— Нет, Мамонт, на земле бог твой всех работать заставляет. Это в церкви поп говорил, я слыхал. В раю, говорит, трудиться нельзя. А на земле рая нету. Нету рая здесь… Даже птицы работают. Одна Лениниана вон, — Аркадий указал вверх, — просто так живет, да еще с родственниками-дармоедами меня объедает. Я сажаю — они выкапывают. Орех сажаю, а они…
— Это их национальное блюдо, считай. Придется смириться.
Обезьяна, услыхав свое имя, вдруг спрыгнула с балки, легко ступая своими четырьмя руками по вертикальной стене из мешков, спустилась и уселась на столе перед Аркадием.
— И хиппи вот тоже… — неуверенно добавил Мамонт. — По радио говорили…
— Говно твои хиппи!

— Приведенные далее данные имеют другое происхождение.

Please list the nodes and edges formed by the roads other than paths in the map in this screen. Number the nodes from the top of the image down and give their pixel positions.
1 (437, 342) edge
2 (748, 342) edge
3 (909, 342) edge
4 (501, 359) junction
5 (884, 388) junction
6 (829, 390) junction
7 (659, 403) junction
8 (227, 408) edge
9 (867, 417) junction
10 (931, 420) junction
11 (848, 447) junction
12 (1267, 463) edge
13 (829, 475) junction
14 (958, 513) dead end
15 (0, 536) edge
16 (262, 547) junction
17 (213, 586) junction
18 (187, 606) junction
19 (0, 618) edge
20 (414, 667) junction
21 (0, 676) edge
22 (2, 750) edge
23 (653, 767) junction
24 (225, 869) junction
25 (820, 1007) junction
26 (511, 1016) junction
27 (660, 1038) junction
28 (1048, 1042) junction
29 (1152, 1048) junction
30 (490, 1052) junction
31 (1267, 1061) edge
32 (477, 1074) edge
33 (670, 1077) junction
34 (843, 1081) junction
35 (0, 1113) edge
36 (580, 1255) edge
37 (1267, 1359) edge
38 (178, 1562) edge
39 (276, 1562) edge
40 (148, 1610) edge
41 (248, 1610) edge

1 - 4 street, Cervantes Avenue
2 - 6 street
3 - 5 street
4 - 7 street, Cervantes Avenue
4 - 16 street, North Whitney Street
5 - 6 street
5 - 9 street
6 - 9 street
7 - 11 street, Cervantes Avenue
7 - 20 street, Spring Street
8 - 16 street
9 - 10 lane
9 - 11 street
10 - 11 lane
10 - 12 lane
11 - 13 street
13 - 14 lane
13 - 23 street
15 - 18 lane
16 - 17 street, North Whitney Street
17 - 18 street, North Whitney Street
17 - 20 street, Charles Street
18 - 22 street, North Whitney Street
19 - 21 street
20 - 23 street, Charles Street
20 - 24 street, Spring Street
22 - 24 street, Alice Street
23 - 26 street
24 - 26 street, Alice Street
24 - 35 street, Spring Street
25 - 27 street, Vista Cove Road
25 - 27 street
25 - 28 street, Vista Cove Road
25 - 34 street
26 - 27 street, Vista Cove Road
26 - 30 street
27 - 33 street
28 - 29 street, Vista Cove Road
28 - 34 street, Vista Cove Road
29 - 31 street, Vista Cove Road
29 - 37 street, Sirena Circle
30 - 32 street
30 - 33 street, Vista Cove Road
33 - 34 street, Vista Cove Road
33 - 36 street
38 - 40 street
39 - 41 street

Никудышный народ… — Аркадий почесал темя обезьяны корявым пальцем.
По обратной стороне оконного стекла бежал жучок — черная плоская изнанка, быстро семенящие ножки. — "Полуночный жук", — Лампа на подоконнике освещала фрагмент зарослей. До сих пор было странно видеть фикус, растущий за окном, а не наоборот: здесь, в кадке.
— Не так это окно открывается, — пояснил Аркадий. Мамонт отодвинул лампу, поднял необычную раму вверх. Далеко на берегу двигались красные точки факелов. Чуваки опять рыбачили, сейчас он будто увидел их сквозь темноту, бродящих по колено в воде, черную, и будто мятую, неподвижную поверхность моря.

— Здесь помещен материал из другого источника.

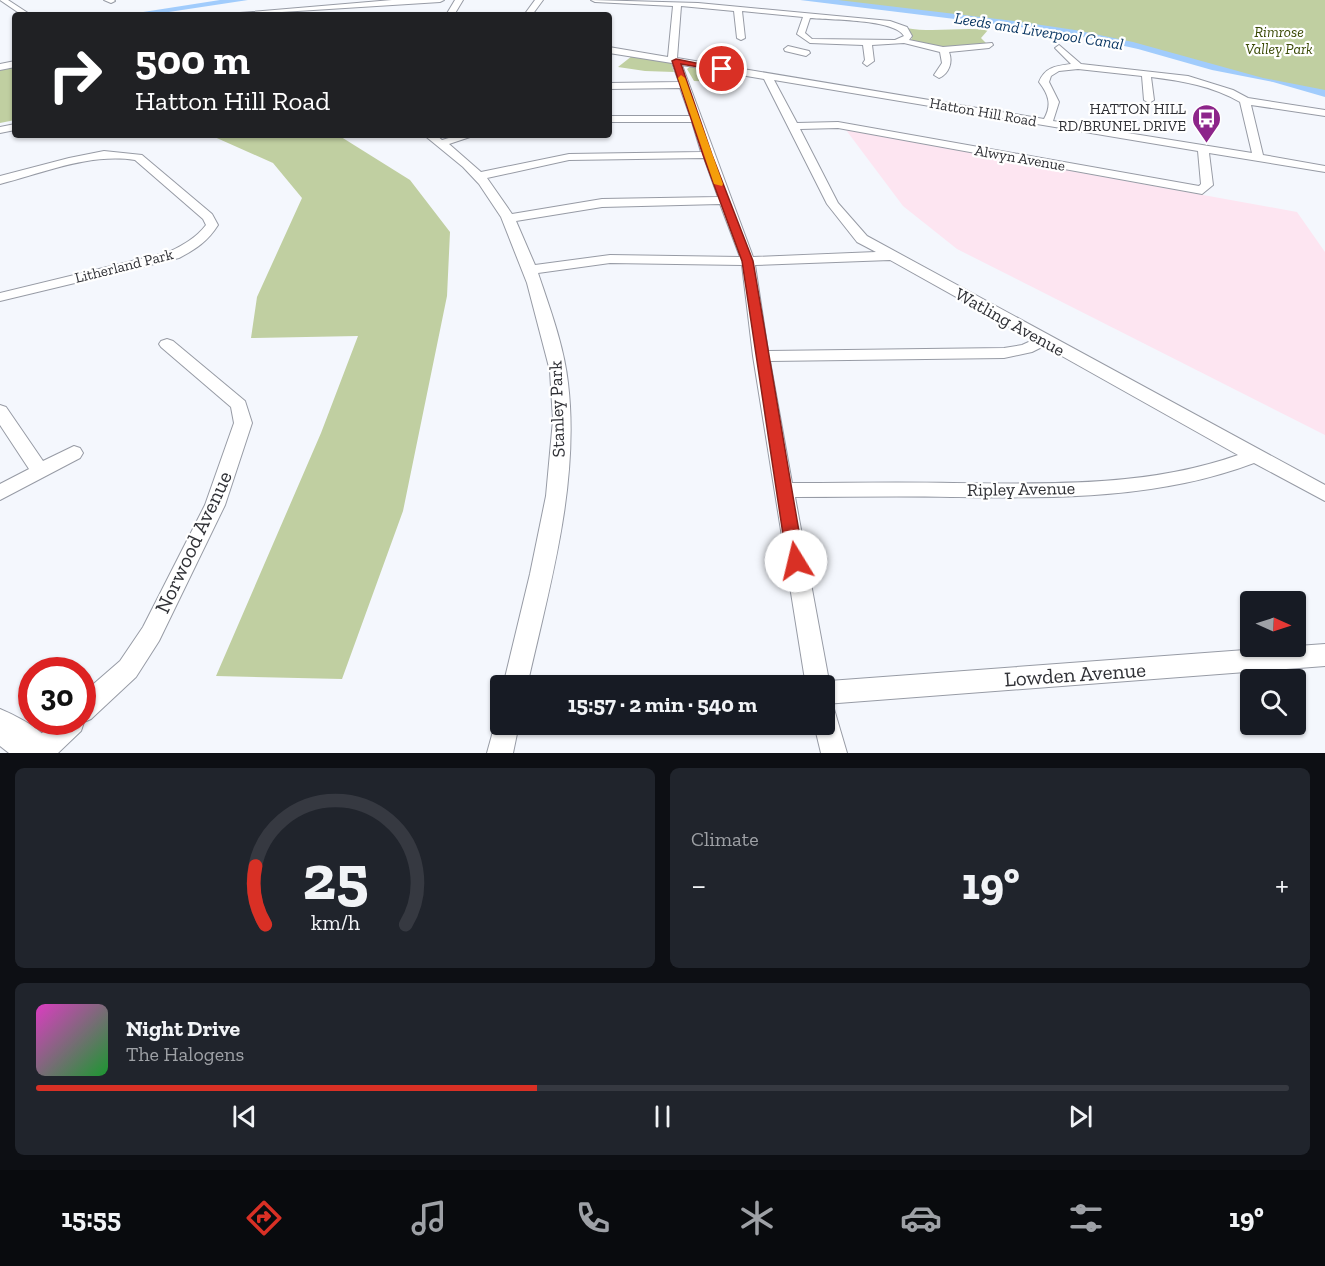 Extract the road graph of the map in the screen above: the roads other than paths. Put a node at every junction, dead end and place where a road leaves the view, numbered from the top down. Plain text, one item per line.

"Странно, — вот земля и вот люди и ни одной могилы, — пришло неожиданное. — Будто бессмертные мы тут живем. Мир до сотворения смерти."
Издали донеслись чьи-то нетрезвые крики.
"Напились уже, теперь корма добывают… Память- это ощущение. По крайней мере, иногда. Обострение воспоминаний."
Он трясется на навозной телеге по дороге, усыпанной мерзлыми ягодами рябины. Он — это ничтожная деревенская пария: конюх с молочной фермы. Сверху медленно падают редкие мелкие снежинки, еле-еле опускаются под действием почти несуществующей тяжести, а от коровьего навоза в телеге еще идет тепло. Он едет мимо пирамид лиловой картошки по развороченному полю. Недавно, на собрании, председатель назвал все это картофельными плантациями. Слово уже несколько дней не выходило из головы. Плантации! В эти дни в воображении все являлись какие-то смутные фантастические тропики, надсмотрщики, черные полуголые рабы с корзинами на головах. — "Пеоны", — пришло в голову при виде нахохлившихся фигурок в серых телогрейках, разбросанных по полю. А дела были плохи. После последнего наступления соседки огорода не осталось совсем. Берег, на котором стоял дом, все больше подмывало, и дом этот грозил окончательно сползти в реку. — "Вот и в колхозе… — думал он. В колхозе почти не платили: доходов конюха не хватало не только на мало-мальски сытую, но даже на пьяную жизнь. — Все говорит о неизбежном конце деревенского периода… Деревенского периода в моем существовании", — так думал он, трясясь на навозной телеге.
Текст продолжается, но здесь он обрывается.